▶ [TASK]
Copy out all lines of the material below in which "Include" occurs.

▶ [SUPPLIED MATERIAL]
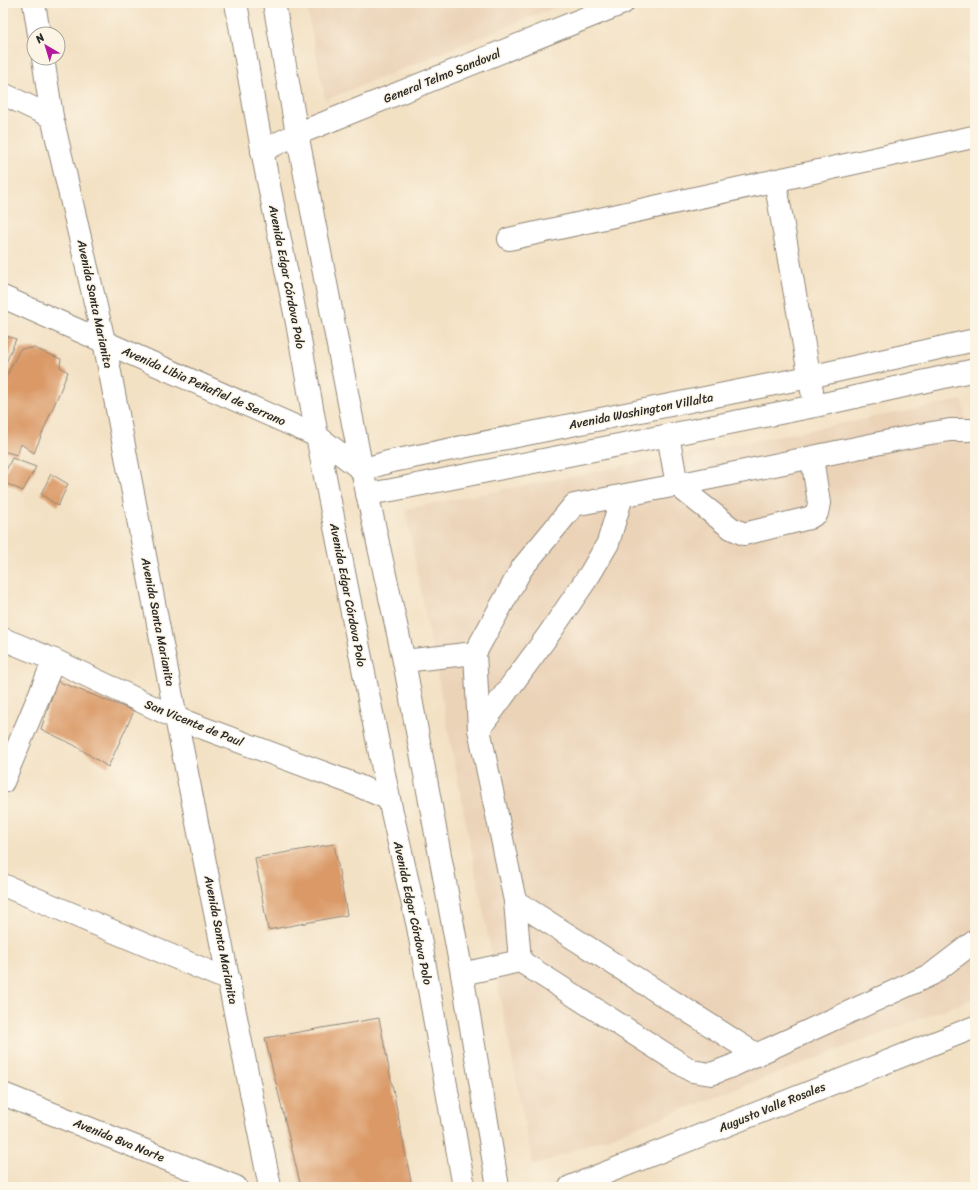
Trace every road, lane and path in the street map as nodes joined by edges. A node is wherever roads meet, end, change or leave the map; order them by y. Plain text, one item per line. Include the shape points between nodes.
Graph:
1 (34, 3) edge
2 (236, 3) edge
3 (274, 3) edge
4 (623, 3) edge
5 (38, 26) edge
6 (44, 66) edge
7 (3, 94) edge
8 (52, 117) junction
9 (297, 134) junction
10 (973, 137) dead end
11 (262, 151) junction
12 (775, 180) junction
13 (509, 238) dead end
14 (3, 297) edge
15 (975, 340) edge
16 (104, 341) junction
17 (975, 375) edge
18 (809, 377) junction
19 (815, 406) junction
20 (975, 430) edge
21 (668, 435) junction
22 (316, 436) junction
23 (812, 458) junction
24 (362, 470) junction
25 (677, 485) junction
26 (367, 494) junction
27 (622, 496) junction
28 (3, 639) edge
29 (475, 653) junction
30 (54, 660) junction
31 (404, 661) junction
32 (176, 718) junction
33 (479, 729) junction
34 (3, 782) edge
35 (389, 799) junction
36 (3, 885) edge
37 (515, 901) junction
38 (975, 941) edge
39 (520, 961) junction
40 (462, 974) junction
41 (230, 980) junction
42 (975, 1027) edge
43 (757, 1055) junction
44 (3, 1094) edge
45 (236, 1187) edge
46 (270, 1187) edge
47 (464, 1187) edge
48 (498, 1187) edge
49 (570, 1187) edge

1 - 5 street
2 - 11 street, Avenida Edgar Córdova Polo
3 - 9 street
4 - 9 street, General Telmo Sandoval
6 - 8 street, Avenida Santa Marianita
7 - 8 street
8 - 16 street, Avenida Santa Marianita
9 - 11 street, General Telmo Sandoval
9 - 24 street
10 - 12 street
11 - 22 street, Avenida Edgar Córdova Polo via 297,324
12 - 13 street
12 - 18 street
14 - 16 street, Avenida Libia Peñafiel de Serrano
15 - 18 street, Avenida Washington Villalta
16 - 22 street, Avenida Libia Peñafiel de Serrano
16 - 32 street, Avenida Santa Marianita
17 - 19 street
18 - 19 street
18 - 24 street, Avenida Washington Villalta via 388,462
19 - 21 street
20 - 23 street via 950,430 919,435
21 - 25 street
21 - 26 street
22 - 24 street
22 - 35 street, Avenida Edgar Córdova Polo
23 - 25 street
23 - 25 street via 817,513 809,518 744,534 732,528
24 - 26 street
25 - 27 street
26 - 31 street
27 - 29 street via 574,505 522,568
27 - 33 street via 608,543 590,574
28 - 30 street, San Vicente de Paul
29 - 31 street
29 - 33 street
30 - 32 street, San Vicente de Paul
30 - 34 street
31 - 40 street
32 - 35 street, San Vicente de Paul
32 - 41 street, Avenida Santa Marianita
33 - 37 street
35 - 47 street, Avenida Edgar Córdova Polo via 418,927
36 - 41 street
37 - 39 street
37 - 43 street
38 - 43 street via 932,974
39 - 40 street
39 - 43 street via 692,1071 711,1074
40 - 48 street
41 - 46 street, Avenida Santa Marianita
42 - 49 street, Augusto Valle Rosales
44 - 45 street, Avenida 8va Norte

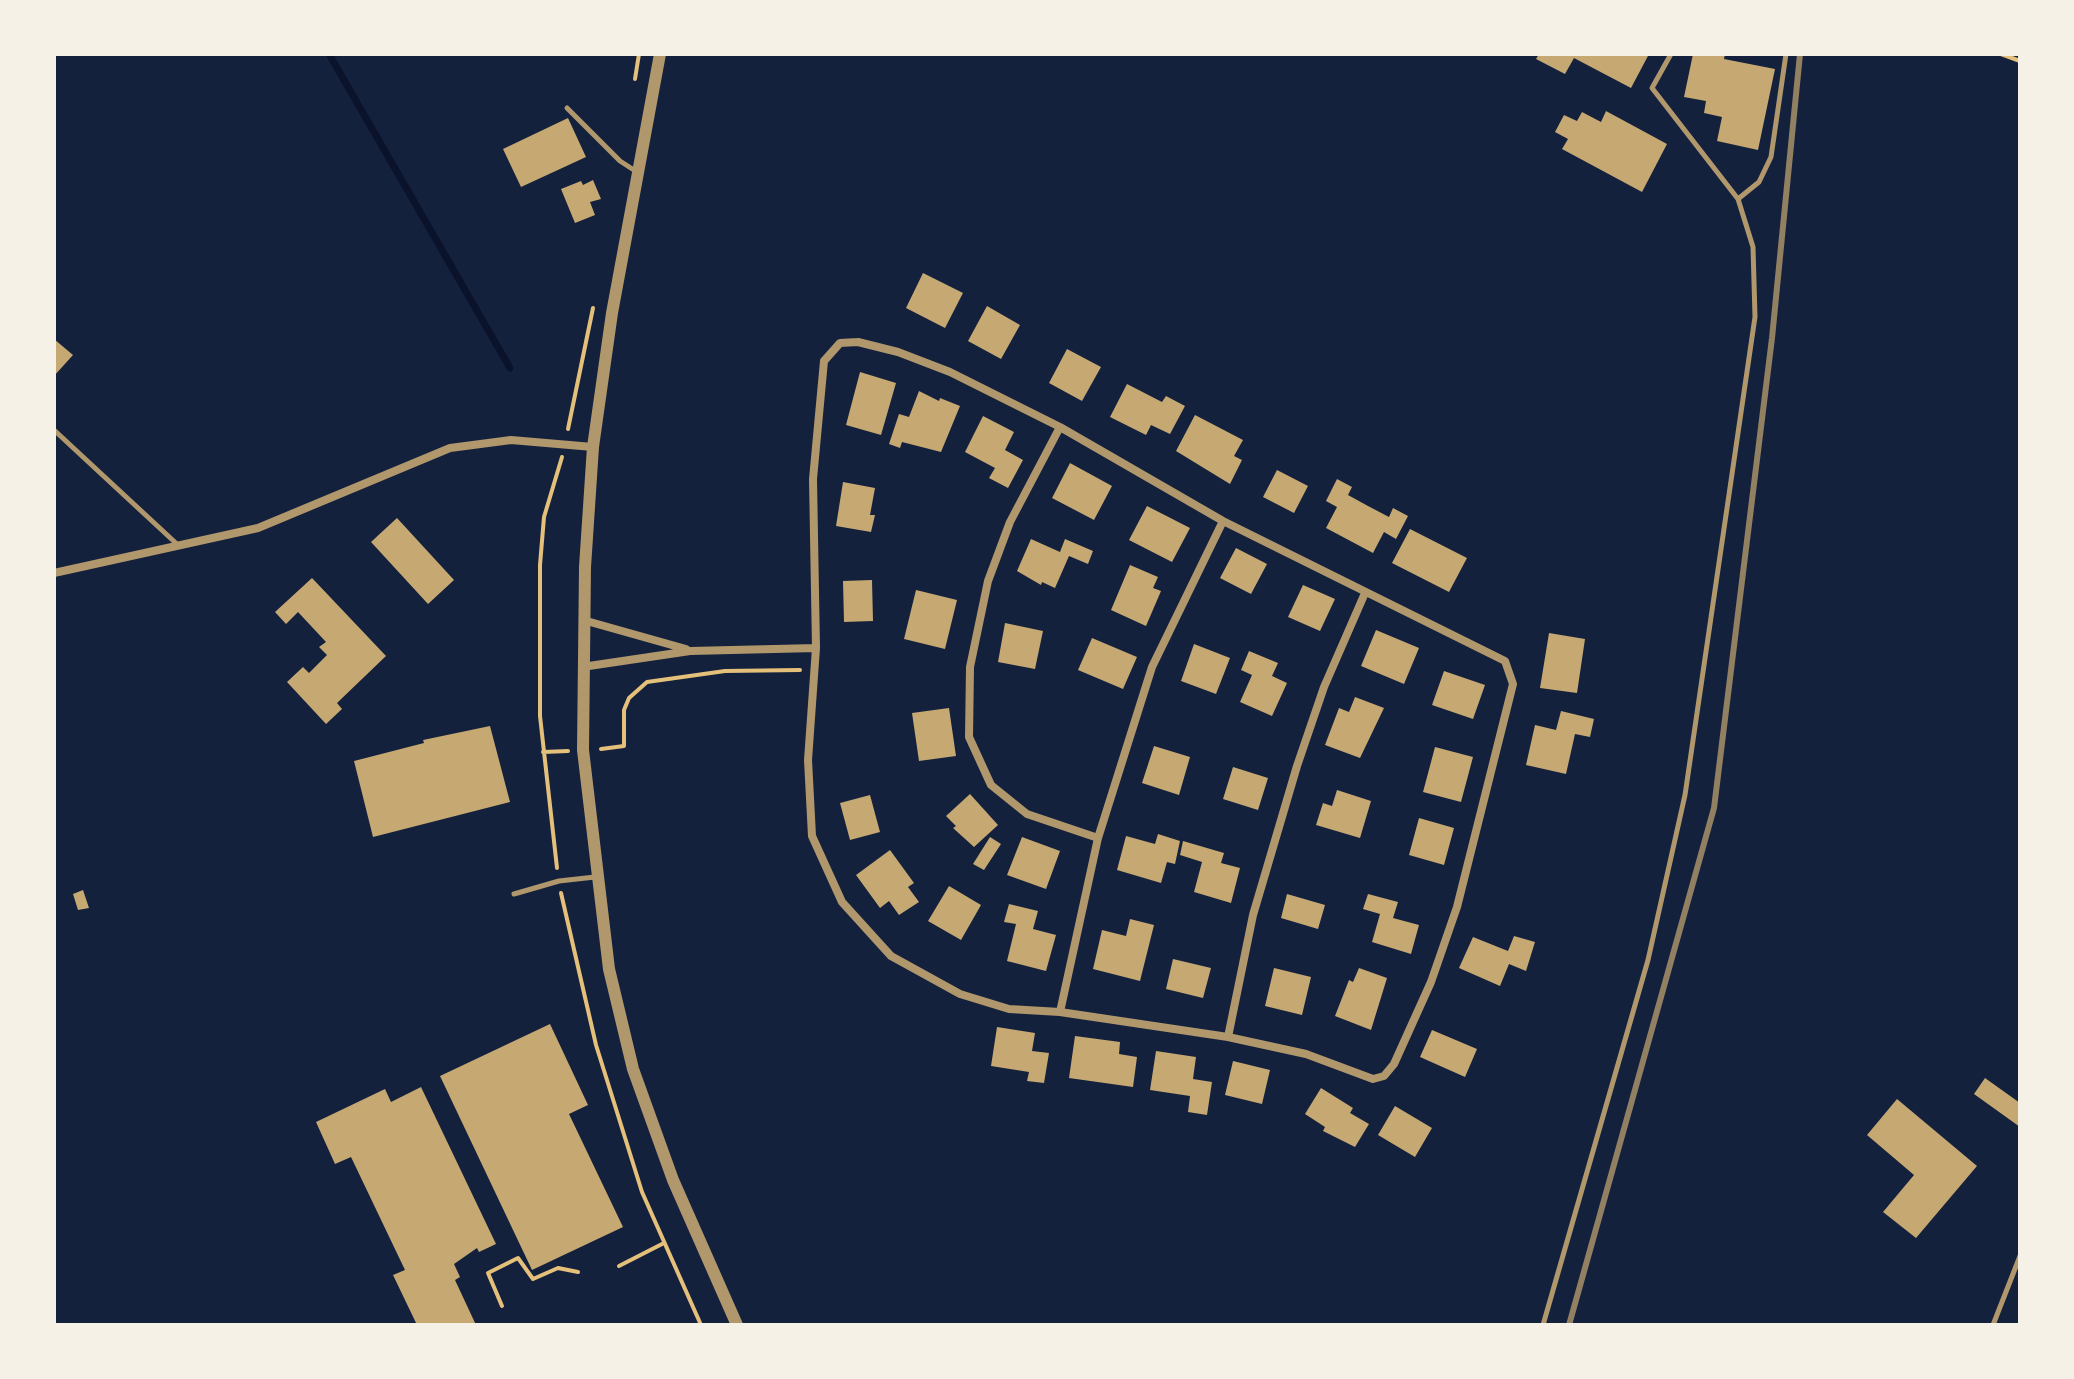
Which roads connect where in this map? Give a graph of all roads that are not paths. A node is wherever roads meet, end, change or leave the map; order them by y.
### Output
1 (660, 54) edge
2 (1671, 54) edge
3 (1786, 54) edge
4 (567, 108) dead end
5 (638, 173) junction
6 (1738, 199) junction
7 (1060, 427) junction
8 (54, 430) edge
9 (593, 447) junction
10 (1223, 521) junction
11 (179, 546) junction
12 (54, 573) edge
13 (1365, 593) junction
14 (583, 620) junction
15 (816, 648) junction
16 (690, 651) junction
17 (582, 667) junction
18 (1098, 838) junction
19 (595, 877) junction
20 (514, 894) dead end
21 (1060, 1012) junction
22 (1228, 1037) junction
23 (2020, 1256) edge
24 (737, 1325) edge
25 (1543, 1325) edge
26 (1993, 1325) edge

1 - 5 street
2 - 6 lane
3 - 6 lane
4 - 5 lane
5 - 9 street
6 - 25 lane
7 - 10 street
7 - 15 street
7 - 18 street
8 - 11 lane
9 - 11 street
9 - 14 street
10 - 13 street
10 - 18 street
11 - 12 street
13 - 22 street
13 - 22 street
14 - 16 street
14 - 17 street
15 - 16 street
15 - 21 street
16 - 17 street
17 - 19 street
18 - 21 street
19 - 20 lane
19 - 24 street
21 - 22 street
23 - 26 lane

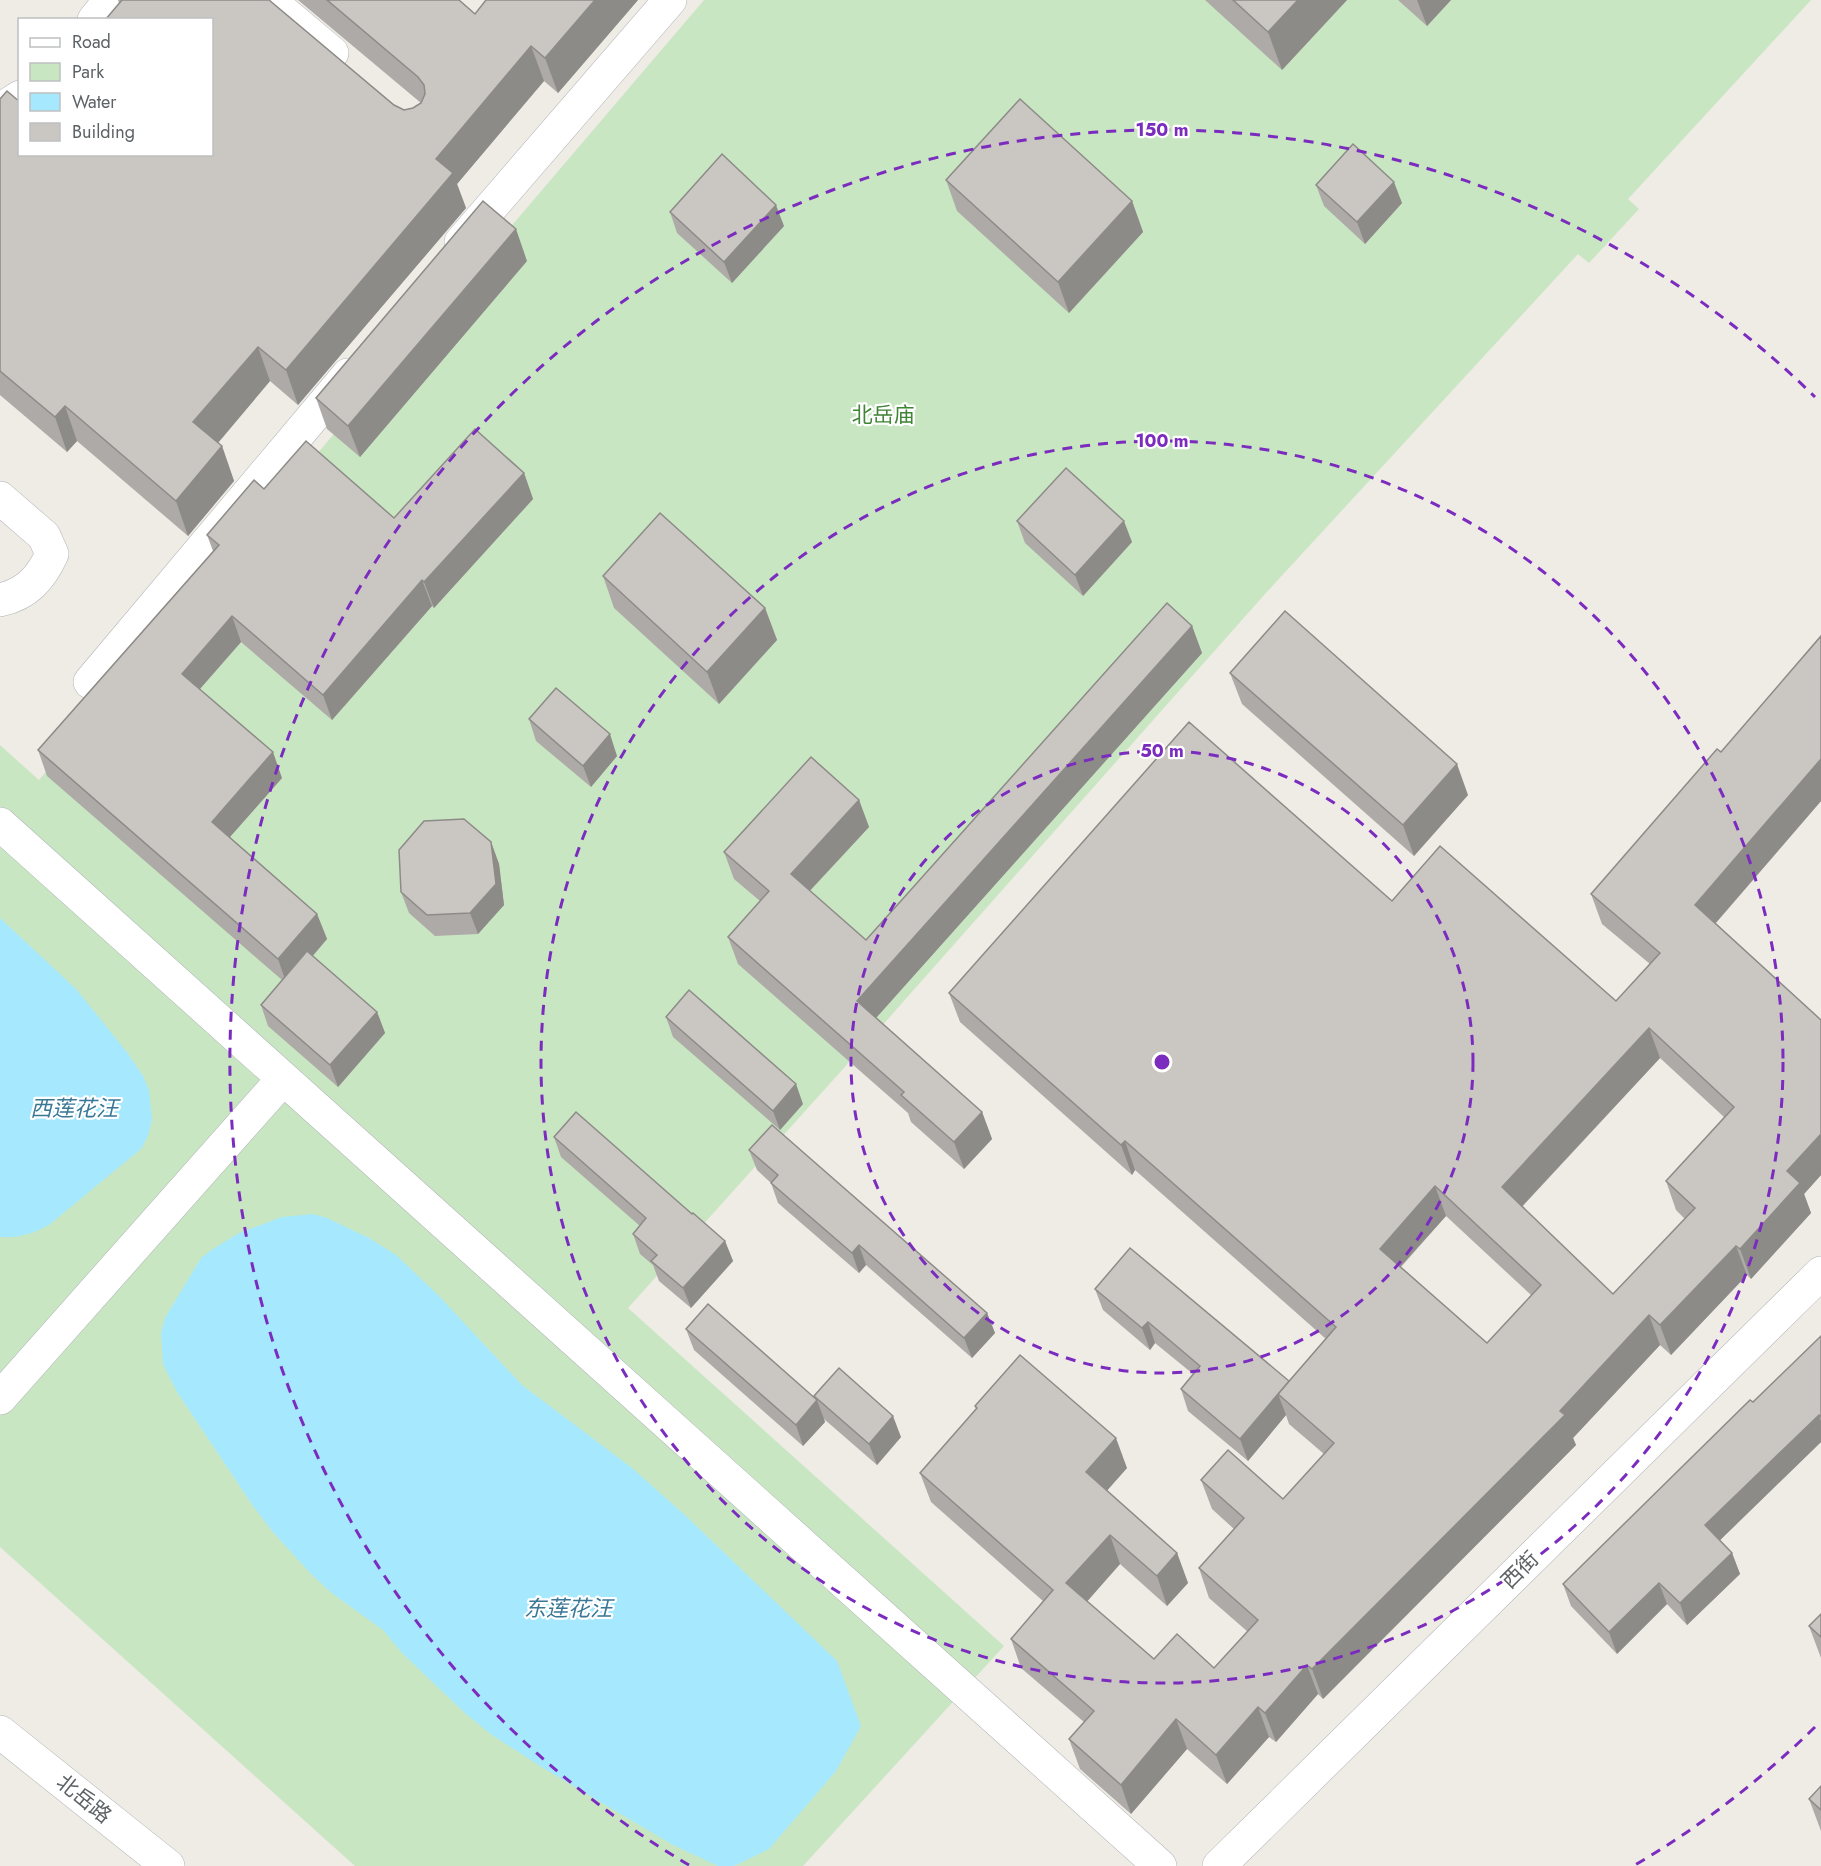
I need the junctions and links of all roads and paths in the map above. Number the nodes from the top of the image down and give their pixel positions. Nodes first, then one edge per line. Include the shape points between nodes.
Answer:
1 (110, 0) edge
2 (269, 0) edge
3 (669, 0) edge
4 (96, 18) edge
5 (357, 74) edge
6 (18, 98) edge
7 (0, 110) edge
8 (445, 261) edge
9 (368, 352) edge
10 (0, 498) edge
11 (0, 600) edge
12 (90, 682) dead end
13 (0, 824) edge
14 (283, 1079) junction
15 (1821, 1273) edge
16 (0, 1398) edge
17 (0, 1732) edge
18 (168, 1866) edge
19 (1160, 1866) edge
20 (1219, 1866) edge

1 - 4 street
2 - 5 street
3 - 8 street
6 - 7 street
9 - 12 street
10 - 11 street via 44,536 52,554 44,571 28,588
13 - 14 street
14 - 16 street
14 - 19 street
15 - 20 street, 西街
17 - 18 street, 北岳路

▶ [EXERCISE RESULT]
Trace every road, lane and path in the street map as nodes joined by edges. A node is wherever roads meet, end, change or leave the map; order them by y. Plain text, one item per line. Include the shape points between nodes.
I need the junctions and links of all roads and paths in the map above. Number the nodes from the top of the image down and give their pixel positions. Nodes first, then one edge per line. Include the shape points between nodes.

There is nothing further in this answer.